▸ EXTRACTED INFORMATION:
····················

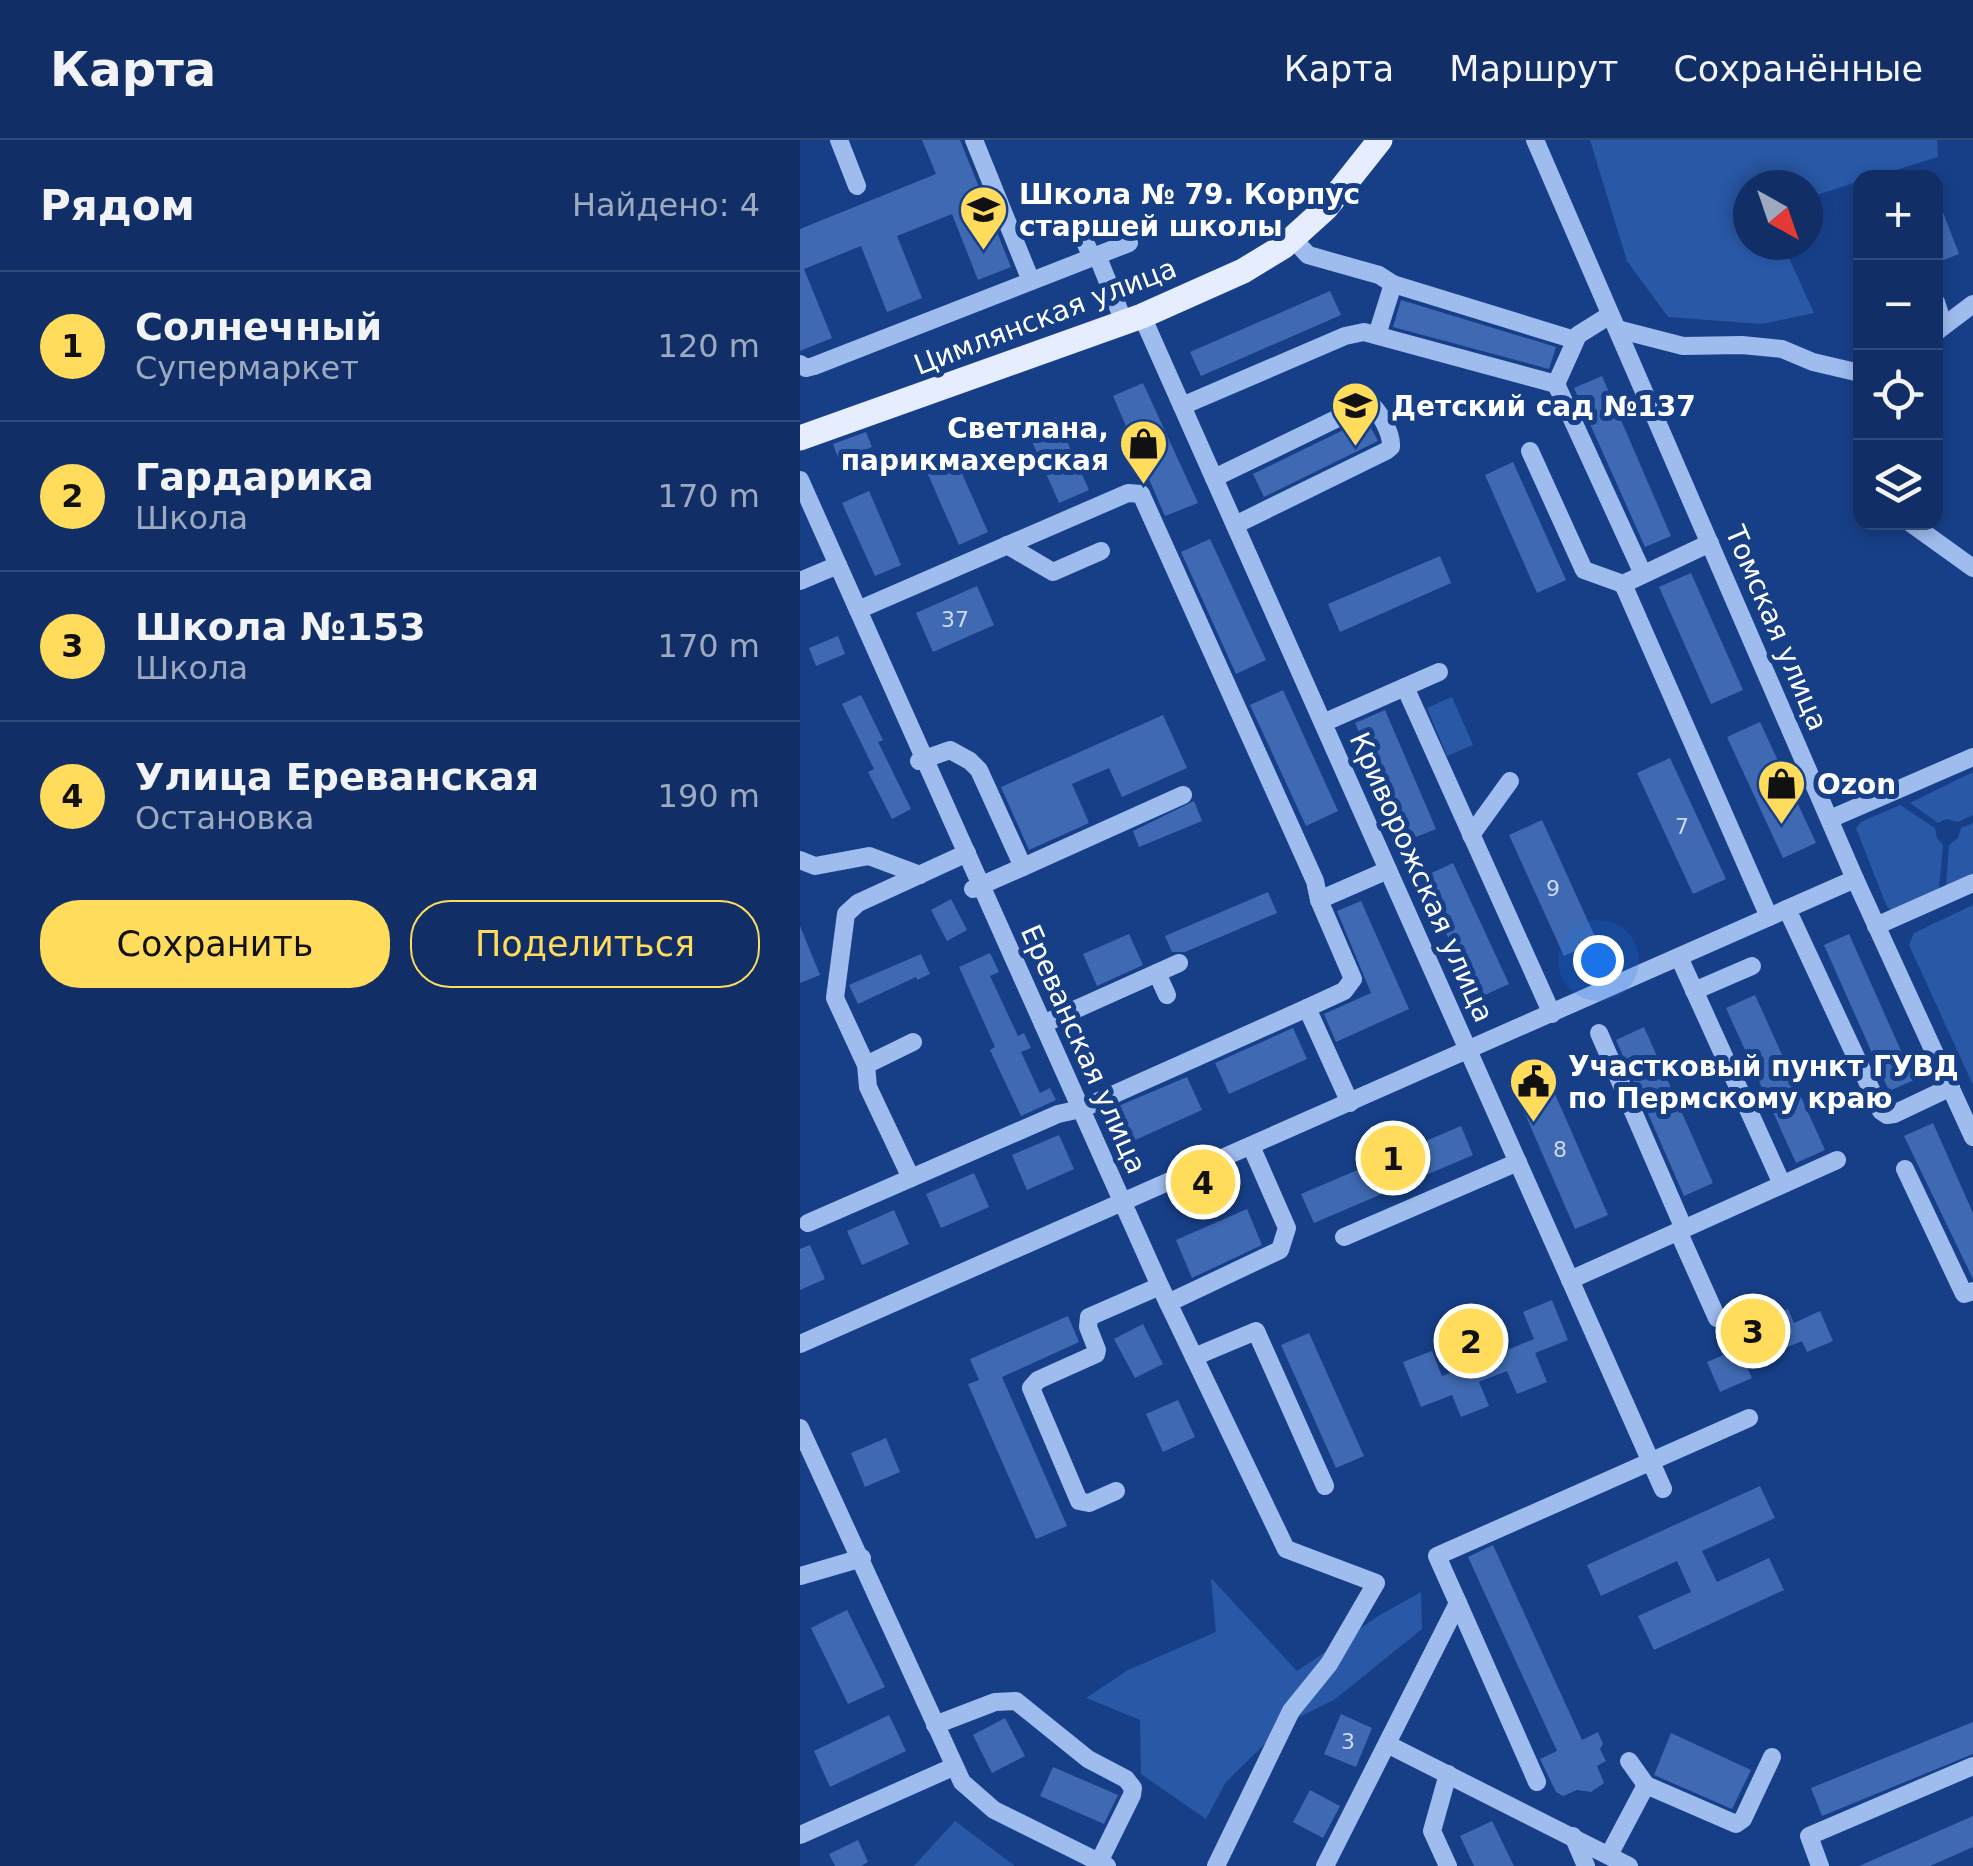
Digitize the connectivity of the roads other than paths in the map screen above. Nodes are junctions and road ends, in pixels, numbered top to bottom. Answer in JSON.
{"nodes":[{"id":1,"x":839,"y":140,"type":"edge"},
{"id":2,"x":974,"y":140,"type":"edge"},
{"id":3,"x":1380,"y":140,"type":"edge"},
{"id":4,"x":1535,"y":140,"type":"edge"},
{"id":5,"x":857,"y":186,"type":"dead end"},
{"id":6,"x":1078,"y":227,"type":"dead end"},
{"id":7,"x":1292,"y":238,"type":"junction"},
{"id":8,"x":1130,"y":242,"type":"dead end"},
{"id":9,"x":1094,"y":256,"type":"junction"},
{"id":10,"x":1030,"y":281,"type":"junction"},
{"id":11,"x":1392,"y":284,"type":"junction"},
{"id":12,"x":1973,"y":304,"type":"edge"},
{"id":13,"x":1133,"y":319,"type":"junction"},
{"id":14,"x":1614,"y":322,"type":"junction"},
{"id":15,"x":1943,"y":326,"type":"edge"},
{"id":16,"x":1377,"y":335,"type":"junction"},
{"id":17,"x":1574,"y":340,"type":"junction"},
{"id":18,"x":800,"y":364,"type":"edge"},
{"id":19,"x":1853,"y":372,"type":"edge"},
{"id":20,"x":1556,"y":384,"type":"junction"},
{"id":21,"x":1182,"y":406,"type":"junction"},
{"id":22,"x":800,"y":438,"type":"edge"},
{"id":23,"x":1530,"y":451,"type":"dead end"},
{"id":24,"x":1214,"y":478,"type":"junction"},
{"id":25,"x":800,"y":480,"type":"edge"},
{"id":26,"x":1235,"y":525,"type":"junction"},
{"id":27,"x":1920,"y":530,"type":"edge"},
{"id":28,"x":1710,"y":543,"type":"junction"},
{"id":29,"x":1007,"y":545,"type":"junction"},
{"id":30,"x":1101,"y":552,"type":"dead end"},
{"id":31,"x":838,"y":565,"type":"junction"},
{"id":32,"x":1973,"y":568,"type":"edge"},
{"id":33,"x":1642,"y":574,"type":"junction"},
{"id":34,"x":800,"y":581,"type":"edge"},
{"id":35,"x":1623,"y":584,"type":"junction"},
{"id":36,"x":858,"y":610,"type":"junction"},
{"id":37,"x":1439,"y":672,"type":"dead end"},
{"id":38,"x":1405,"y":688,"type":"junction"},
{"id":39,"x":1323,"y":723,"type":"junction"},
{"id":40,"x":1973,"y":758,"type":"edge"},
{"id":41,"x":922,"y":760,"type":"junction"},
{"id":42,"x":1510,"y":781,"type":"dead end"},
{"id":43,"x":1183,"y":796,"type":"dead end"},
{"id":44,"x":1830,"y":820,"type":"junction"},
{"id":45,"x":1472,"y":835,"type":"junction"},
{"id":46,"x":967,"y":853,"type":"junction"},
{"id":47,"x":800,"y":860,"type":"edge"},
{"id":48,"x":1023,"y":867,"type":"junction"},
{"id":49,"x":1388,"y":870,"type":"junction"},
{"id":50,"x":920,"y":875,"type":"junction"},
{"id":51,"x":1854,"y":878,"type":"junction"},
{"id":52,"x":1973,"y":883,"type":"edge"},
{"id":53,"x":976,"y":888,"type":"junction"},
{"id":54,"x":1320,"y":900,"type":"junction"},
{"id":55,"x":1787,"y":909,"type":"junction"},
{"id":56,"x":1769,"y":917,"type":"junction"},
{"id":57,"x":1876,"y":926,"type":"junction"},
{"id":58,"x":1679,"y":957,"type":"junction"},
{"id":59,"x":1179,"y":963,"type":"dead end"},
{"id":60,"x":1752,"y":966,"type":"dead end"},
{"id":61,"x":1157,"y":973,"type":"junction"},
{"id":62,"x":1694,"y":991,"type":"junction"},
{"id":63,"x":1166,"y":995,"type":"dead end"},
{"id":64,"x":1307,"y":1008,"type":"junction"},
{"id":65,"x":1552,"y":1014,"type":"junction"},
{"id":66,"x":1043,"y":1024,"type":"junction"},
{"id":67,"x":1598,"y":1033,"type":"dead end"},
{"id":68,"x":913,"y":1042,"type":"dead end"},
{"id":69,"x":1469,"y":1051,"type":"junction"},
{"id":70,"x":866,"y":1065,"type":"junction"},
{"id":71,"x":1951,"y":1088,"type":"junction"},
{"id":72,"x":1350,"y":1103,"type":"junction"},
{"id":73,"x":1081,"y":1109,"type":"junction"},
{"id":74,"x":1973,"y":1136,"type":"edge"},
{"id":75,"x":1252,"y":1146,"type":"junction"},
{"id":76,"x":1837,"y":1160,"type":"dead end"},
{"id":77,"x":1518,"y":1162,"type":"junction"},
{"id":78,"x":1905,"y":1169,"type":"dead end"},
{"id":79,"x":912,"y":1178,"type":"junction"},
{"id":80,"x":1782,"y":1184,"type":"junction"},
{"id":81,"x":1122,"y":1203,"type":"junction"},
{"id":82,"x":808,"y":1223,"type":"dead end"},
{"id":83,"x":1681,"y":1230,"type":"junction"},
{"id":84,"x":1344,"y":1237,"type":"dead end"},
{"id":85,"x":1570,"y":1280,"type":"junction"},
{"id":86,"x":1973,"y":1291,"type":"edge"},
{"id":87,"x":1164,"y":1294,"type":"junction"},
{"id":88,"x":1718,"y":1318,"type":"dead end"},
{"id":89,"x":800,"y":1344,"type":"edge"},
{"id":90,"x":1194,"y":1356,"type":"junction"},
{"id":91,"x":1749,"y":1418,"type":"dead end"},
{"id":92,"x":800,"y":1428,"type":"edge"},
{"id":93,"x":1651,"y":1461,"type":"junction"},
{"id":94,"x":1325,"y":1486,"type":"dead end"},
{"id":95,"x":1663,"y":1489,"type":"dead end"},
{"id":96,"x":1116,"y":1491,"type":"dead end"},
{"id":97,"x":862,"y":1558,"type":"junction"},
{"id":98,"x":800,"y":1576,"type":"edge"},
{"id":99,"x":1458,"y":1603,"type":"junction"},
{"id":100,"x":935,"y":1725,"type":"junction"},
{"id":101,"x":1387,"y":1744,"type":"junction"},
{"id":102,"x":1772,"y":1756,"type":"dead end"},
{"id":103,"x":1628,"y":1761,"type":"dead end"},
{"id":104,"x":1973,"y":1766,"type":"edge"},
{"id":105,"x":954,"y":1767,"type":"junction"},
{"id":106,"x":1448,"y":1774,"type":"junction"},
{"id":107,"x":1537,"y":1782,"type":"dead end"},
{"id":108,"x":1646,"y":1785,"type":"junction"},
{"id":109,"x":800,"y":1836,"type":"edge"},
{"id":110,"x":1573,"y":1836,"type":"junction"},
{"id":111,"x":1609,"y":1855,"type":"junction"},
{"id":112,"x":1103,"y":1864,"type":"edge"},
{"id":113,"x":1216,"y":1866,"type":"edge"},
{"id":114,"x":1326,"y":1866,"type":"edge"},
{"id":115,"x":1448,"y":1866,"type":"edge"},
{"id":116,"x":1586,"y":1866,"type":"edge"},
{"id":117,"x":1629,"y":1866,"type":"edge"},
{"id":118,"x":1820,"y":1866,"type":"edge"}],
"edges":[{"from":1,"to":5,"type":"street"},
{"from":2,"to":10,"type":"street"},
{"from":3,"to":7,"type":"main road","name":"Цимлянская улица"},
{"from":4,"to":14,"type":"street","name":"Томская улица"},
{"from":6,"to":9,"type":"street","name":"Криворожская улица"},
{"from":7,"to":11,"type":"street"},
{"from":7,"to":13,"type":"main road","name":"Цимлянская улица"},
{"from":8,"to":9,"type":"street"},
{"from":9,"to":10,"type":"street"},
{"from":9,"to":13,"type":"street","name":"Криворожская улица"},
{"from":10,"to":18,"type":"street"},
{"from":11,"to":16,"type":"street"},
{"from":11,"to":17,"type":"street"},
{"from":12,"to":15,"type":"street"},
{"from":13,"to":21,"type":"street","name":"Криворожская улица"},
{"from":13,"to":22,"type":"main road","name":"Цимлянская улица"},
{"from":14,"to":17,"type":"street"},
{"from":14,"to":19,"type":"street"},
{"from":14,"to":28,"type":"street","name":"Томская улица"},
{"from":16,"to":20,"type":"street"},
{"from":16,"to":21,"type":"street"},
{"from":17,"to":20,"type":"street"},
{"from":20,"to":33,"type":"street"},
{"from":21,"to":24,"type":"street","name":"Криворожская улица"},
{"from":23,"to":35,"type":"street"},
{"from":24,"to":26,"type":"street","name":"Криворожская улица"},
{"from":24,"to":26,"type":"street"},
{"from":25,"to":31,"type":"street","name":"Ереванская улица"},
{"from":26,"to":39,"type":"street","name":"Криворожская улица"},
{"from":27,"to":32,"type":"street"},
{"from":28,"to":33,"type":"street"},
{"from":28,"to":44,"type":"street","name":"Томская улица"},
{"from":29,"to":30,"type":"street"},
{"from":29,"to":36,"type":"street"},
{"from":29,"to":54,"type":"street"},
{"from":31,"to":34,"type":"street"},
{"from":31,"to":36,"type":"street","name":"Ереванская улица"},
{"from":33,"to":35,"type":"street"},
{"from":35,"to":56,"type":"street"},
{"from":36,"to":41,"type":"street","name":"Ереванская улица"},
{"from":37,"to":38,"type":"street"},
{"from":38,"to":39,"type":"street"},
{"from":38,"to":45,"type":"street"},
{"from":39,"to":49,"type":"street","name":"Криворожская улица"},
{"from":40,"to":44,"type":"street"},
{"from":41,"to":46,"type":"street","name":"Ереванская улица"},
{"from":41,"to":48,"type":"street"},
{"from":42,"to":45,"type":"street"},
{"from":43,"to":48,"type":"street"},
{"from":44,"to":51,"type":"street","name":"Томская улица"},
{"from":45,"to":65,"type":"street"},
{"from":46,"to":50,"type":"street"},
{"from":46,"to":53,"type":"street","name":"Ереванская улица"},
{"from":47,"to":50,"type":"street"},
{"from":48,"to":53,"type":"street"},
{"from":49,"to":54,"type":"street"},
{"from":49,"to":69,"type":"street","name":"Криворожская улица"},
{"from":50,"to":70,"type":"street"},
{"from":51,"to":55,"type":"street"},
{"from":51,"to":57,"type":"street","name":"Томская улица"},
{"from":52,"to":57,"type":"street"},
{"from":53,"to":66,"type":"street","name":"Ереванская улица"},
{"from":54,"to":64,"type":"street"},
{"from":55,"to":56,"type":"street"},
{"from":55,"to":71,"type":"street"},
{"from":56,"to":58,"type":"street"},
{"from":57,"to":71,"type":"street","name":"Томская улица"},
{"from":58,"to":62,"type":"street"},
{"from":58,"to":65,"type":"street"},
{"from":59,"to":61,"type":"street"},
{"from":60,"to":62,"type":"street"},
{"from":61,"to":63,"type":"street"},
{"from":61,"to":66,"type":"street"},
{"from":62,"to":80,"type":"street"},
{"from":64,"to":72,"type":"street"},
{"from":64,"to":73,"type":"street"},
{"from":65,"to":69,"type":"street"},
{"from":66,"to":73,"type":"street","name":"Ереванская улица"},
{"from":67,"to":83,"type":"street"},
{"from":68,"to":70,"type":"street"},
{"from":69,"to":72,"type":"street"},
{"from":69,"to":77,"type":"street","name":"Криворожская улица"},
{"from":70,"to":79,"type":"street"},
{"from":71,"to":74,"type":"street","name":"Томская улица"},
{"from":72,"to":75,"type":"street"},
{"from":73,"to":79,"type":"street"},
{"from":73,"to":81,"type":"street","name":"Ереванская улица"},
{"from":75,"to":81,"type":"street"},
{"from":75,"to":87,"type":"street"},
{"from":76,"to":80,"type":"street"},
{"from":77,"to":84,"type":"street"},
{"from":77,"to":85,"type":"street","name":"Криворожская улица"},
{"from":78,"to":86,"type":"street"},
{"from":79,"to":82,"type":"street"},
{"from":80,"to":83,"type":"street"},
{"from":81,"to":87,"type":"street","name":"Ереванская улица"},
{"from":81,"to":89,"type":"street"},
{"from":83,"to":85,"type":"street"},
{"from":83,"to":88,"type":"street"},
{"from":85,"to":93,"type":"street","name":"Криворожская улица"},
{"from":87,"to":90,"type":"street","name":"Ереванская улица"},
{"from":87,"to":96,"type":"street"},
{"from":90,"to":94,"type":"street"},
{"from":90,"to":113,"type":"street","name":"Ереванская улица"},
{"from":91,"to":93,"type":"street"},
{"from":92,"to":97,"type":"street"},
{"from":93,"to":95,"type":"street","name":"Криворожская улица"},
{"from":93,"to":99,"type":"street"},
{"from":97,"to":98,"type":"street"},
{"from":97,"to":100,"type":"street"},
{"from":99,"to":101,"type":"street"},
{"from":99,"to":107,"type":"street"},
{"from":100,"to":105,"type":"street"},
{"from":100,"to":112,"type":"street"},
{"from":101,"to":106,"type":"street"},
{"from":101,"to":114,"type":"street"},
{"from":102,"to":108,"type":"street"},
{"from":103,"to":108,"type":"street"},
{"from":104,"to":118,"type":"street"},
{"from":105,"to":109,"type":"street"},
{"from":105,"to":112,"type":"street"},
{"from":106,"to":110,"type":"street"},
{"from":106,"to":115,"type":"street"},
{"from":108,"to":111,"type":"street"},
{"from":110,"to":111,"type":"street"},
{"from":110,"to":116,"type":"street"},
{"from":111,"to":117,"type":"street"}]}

····················

▸ TASK ITEM:
For each line of the data that has the word "Ереванская", report that line.

▸ ANSWER BOX:
{"from":25,"to":31,"type":"street","name":"Ереванская улица"},
{"from":31,"to":36,"type":"street","name":"Ереванская улица"},
{"from":36,"to":41,"type":"street","name":"Ереванская улица"},
{"from":41,"to":46,"type":"street","name":"Ереванская улица"},
{"from":46,"to":53,"type":"street","name":"Ереванская улица"},
{"from":53,"to":66,"type":"street","name":"Ереванская улица"},
{"from":66,"to":73,"type":"street","name":"Ереванская улица"},
{"from":73,"to":81,"type":"street","name":"Ереванская улица"},
{"from":81,"to":87,"type":"street","name":"Ереванская улица"},
{"from":87,"to":90,"type":"street","name":"Ереванская улица"},
{"from":90,"to":113,"type":"street","name":"Ереванская улица"},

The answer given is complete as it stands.